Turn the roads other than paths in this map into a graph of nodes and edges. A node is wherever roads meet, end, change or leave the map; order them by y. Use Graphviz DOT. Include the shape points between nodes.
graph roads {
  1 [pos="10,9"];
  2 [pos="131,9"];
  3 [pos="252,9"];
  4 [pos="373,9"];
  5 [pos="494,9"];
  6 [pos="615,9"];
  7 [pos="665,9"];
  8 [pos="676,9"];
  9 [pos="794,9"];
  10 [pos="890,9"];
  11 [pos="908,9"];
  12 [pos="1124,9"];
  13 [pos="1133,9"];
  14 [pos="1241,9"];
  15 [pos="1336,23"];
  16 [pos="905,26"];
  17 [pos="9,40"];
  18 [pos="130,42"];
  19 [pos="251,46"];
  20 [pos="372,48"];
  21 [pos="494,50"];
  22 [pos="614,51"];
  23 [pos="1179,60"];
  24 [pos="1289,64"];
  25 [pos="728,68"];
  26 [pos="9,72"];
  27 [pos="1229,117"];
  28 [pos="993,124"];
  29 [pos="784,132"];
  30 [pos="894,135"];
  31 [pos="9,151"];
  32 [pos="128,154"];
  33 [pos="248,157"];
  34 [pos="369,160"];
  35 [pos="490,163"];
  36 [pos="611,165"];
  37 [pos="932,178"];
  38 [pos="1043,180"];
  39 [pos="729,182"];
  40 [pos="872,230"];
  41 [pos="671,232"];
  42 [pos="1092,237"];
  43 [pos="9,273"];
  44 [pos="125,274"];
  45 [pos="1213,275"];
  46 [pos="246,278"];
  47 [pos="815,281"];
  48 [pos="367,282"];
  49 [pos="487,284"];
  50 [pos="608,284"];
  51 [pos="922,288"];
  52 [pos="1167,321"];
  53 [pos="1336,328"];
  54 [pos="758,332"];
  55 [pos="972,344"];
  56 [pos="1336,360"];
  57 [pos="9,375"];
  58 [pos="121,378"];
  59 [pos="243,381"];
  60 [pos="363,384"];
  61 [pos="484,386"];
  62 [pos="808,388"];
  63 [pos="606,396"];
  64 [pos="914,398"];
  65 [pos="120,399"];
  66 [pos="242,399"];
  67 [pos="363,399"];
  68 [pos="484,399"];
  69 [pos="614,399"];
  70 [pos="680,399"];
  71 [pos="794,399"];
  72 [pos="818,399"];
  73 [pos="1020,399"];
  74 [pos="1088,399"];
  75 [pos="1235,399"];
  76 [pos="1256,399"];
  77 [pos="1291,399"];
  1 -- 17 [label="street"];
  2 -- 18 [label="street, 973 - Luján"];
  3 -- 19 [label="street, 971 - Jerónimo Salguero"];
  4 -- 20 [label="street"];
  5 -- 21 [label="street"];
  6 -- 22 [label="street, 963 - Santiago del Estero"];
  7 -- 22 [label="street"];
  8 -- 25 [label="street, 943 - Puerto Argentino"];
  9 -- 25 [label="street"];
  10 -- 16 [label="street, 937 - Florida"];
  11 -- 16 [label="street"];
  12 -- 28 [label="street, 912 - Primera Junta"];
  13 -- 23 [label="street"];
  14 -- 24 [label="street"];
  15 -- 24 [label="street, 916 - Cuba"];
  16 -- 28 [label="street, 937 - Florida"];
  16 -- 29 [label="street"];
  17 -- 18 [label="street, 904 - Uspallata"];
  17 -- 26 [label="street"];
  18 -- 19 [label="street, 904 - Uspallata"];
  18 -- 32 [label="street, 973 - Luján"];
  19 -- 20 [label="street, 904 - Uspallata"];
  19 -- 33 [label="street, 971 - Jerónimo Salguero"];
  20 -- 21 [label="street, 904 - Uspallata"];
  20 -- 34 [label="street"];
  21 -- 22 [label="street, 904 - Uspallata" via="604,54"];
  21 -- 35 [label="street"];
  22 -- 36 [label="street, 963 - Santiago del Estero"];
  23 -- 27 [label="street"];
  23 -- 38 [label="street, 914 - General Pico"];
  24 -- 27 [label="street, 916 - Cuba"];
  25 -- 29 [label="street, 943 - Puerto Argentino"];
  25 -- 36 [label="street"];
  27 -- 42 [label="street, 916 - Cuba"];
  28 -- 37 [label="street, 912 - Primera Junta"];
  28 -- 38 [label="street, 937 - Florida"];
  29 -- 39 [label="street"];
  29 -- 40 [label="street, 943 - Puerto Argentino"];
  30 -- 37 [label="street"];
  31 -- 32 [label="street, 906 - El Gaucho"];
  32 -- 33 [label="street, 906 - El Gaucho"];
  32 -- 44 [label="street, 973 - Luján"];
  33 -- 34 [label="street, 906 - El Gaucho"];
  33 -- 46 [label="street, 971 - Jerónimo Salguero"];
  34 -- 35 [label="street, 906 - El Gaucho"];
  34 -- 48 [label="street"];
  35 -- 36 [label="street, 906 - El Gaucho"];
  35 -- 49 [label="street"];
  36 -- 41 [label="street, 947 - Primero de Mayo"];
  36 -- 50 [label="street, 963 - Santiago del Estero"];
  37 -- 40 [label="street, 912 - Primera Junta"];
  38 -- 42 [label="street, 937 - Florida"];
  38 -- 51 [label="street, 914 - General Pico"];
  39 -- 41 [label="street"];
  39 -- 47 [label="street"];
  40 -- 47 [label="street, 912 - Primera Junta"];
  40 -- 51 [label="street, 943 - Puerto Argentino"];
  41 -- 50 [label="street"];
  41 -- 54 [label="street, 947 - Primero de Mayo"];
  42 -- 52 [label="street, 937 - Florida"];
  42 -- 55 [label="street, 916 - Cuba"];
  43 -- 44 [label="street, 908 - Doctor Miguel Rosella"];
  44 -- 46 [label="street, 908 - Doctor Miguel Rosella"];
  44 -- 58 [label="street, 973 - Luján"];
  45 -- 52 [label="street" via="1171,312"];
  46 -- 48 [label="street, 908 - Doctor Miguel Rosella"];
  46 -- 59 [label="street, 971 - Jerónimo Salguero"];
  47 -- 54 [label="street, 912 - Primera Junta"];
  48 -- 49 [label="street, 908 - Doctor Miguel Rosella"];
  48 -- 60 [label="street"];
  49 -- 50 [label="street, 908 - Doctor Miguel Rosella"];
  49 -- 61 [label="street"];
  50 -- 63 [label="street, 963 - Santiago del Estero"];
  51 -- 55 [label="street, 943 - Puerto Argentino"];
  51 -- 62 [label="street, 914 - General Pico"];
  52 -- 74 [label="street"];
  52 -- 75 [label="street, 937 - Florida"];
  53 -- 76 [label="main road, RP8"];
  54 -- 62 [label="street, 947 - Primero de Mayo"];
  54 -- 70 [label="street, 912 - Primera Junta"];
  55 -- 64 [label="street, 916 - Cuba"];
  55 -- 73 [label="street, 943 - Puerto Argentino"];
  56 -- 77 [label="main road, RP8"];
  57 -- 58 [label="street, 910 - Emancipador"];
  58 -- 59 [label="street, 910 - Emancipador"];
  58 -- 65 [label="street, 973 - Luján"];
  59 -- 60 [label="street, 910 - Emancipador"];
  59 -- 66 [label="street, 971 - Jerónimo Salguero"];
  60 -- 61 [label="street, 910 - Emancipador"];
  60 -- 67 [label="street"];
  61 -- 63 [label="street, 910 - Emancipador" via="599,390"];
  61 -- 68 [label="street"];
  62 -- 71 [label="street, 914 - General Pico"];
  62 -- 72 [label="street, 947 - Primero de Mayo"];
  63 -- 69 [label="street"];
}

About this task: For each line in the entries that contains the string "General", make a copy.

Task answer:
  23 -- 38 [label="street, 914 - General Pico"];
  38 -- 51 [label="street, 914 - General Pico"];
  51 -- 62 [label="street, 914 - General Pico"];
  62 -- 71 [label="street, 914 - General Pico"];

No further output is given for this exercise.